Sonny testified at trial that, during the fight, he did not see anyone from the group—including defendant—with a weapon; that he did not remember hearing anyone yell "gun"; and that, although he gave a statement to police shortly after the incident in which he then stated he heard someone yell "gun" and he in response ran to his sister's car, he could not remember making such a statement. Sonny also could not remember making a statement to the same officer that he saw a dark-skinned African-American male with a gun and saw this same male throw rocks at his sister's car, although he recalled "somebody" throwing a rock and breaking the car's windshield.

Finally, Sonny also could not identify defendant as one of the members of the group involved in the fight. In fact, at trial, when Sonny was asked if he recognized defendant, Sonny unambiguously testified, "I've never seen him [i.e., defendant] in my life." Sonny also could not recall his statement to officers after the fight that some of the group members were yelling "Lincoln." When asked what Lincoln meant, Sonny said, "It's a high school[;] [i]t's a gang." When asked to confirm "Lincoln" was the name of a gang, Sonny in response said, "It's a president." Sonny also could not remember telling officers that, during the fight, some of the group members also yelled "Rolling 40s."

San Diego Police Officer Daniel Jimenez testified that, while he was on patrol on August 15, he received a call about a fight in South Mission Beach; that, on arrival at the scene, another officer already had contacted the "victim group"; that, while officers were talking to the victims, one or more of the victims saw a gray car across the street and identified it as one driven by members of the group; that Officer Jimenez, in response, tracked the gray car; and that, as Officer Jimenez was doing so, the gray car drove past him and he saw three individuals inside, including a passenger in the front seat whom Officer Jimenez identified in court as defendant.

Officer Jimenez in response got into his patrol car, made a U-turn and activated his patrol car's "lights and siren." Rather than stop, the gray car sped-off at a "high rate of speed." As Officer Jimenez followed behind, he saw the gray car stop at a bend and a passenger exit from the rear door of the car. The passenger was carrying a "bag." The passenger fled on foot through a grass area towards a bridge. A canine unit following behind Officer Jimenez pursued and caught the passenger shortly thereafter.

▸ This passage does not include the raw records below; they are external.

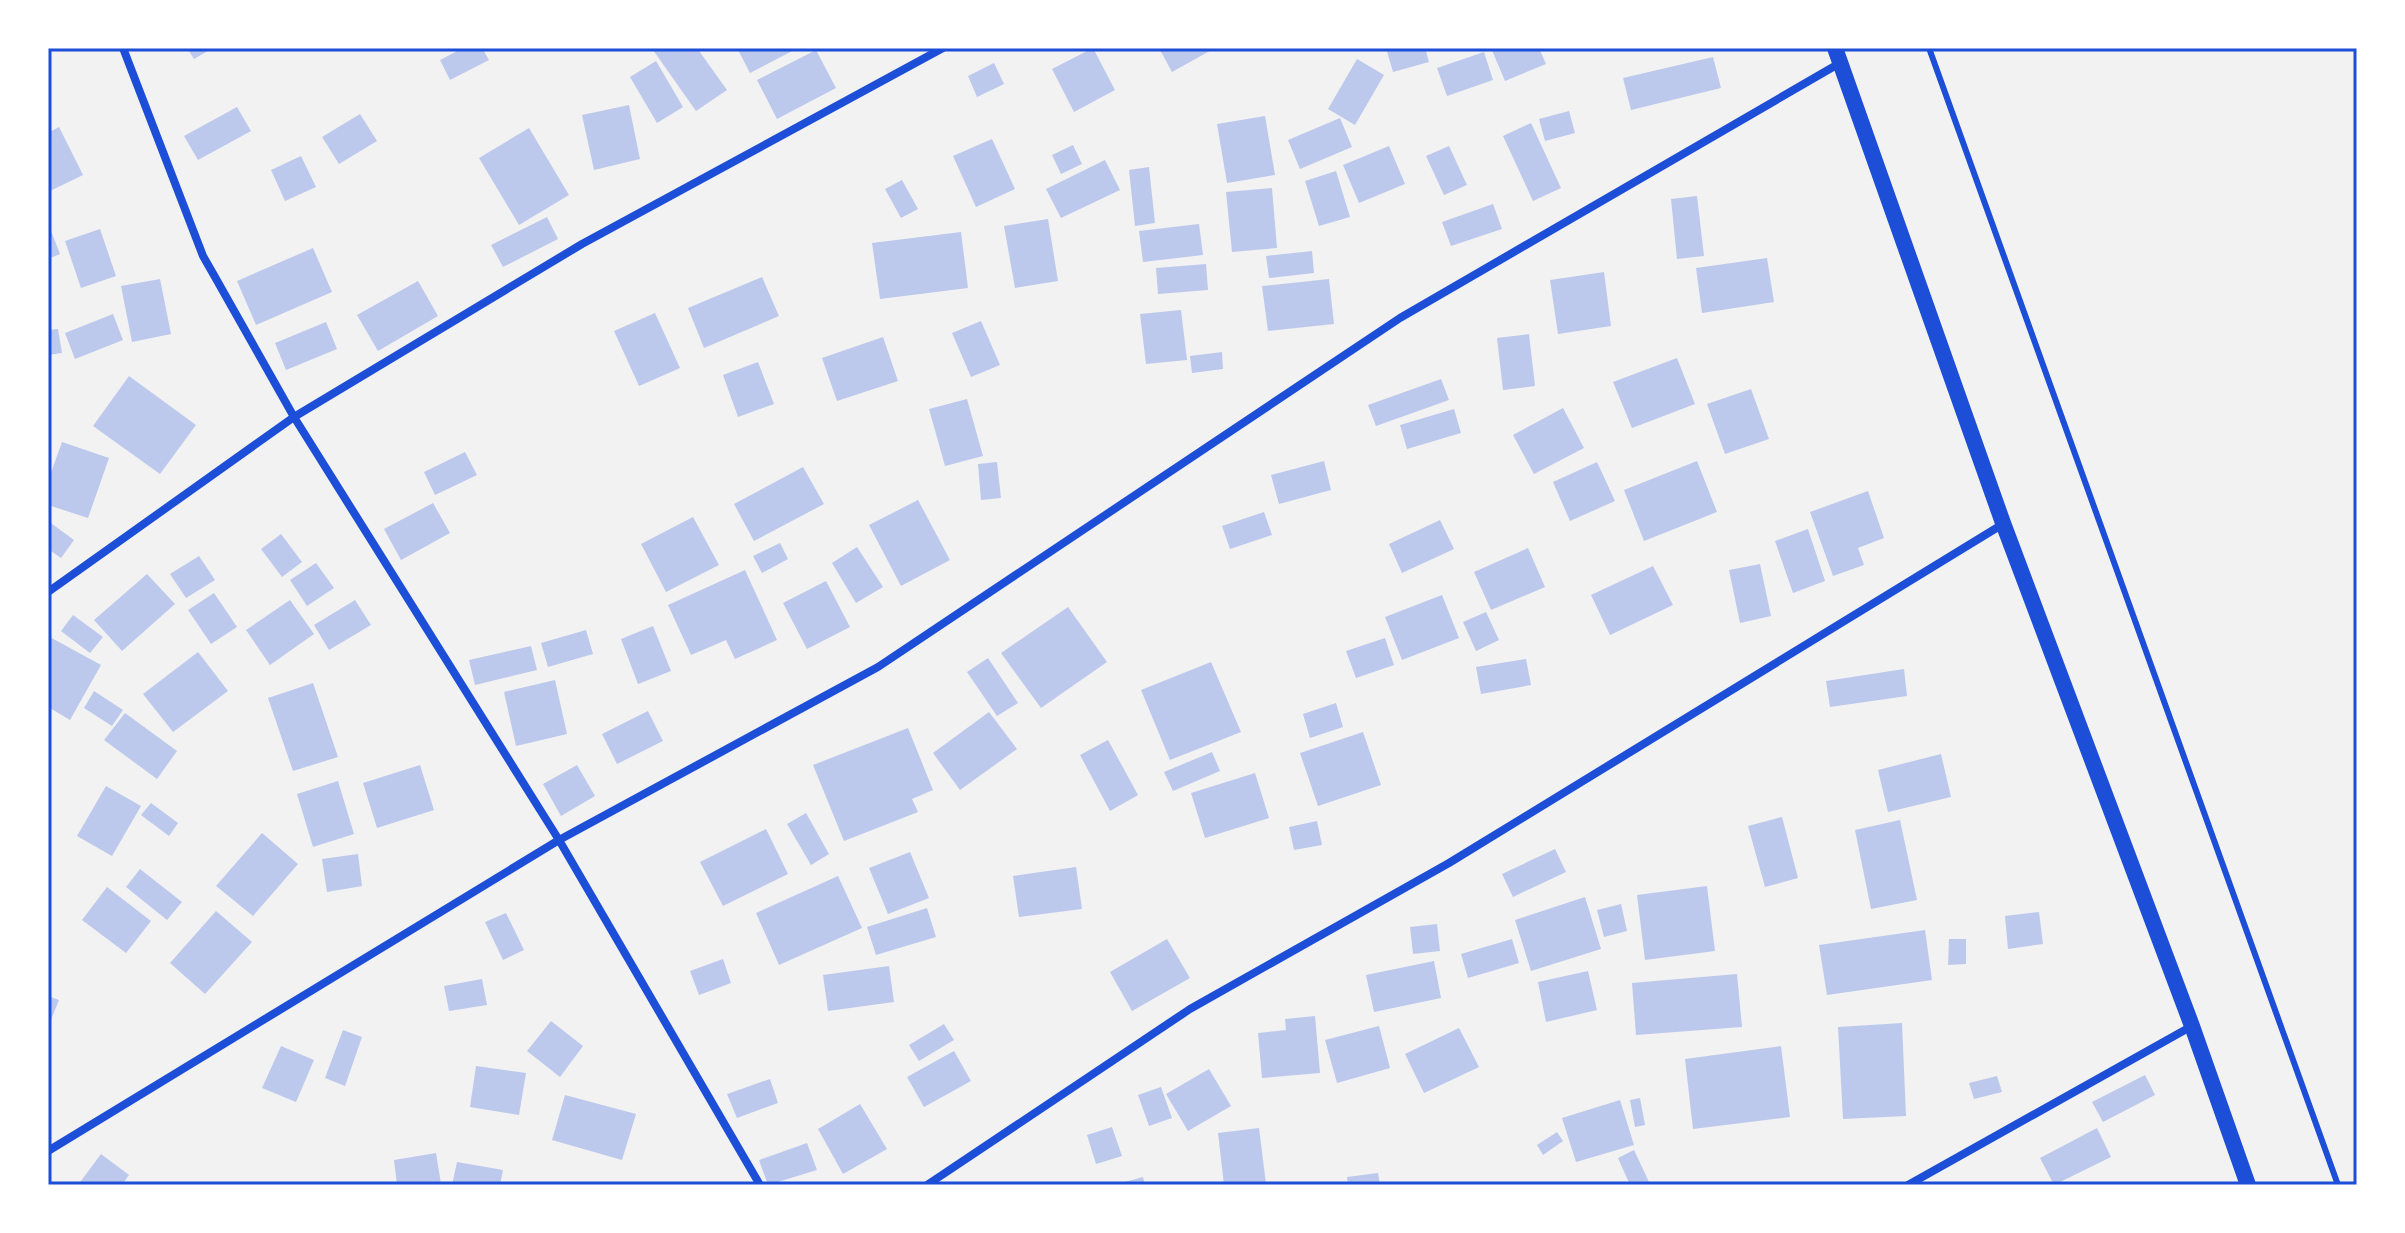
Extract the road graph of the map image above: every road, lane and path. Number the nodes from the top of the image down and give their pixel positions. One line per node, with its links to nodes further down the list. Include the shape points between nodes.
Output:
1 (123, 48): 5 (street, via 203,256)
2 (943, 48): 5 (street, via 582,244)
3 (1929, 48): 15 (lane)
4 (1838, 55): 6 (main road); 8 (street, via 1400,318 878,667)
5 (294, 417): 7 (street); 8 (street)
6 (2003, 523): 9 (main road); 12 (street, via 1449,863 1190,1009)
7 (48, 592)
8 (559, 840): 10 (street); 11 (street)
9 (2192, 1026): 13 (street); 14 (main road)
10 (48, 1151)
11 (760, 1185)
12 (927, 1185)
13 (1908, 1185)
14 (2248, 1185)
15 (2338, 1185)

Meanwhile, Officer Jimenez instructed the remaining occupants to turn off the engine of the gray car. Instead, the car again sped off, with Officer Jimenez and another unit in pursuit. The car ended up in a dead end and struck some "logs" that were partially buried in dirt. Once stopped, both suspects got out of the car and attempted to flee on foot. One of the officers pointed a gun at one of the suspects, later identified as defendant, and demanded he lay on the ground. This suspect complied and was arrested.

San Diego Police Officer Dustin Welsh testified that he also was on patrol on August 15; that he was dispatched to South Mission Beach and contacted the reporting party, Anastacia; that he took statements from Anastacia, Maurice, Sonny and Jahi; that Sonny then told Officer Welsh several males from the group had been yelling "Rolling 40s" and "Lincoln" during the fight; that after the one-on-one fight between Jahi and one of the group members, the remaining members of the group jumped him and Jahi; that shortly thereafter, he heard someone yell "gun"; and that the same dark-skinned African-American male who had the gun also threw rocks at his sister's car, breaking the windshield.

Officer Welsh further testified that Sonny then stated the suspects got into a gray car, near where the fight had taken place; and that, while Sonny was giving his statement, he pointed out the gray car to the officers and described its occupants as members from the group involved in the fight.

Finally, Officer Welch testified that he contacted Jahi shortly after the incident and that Jahi also heard someone yell "gun" during the fight.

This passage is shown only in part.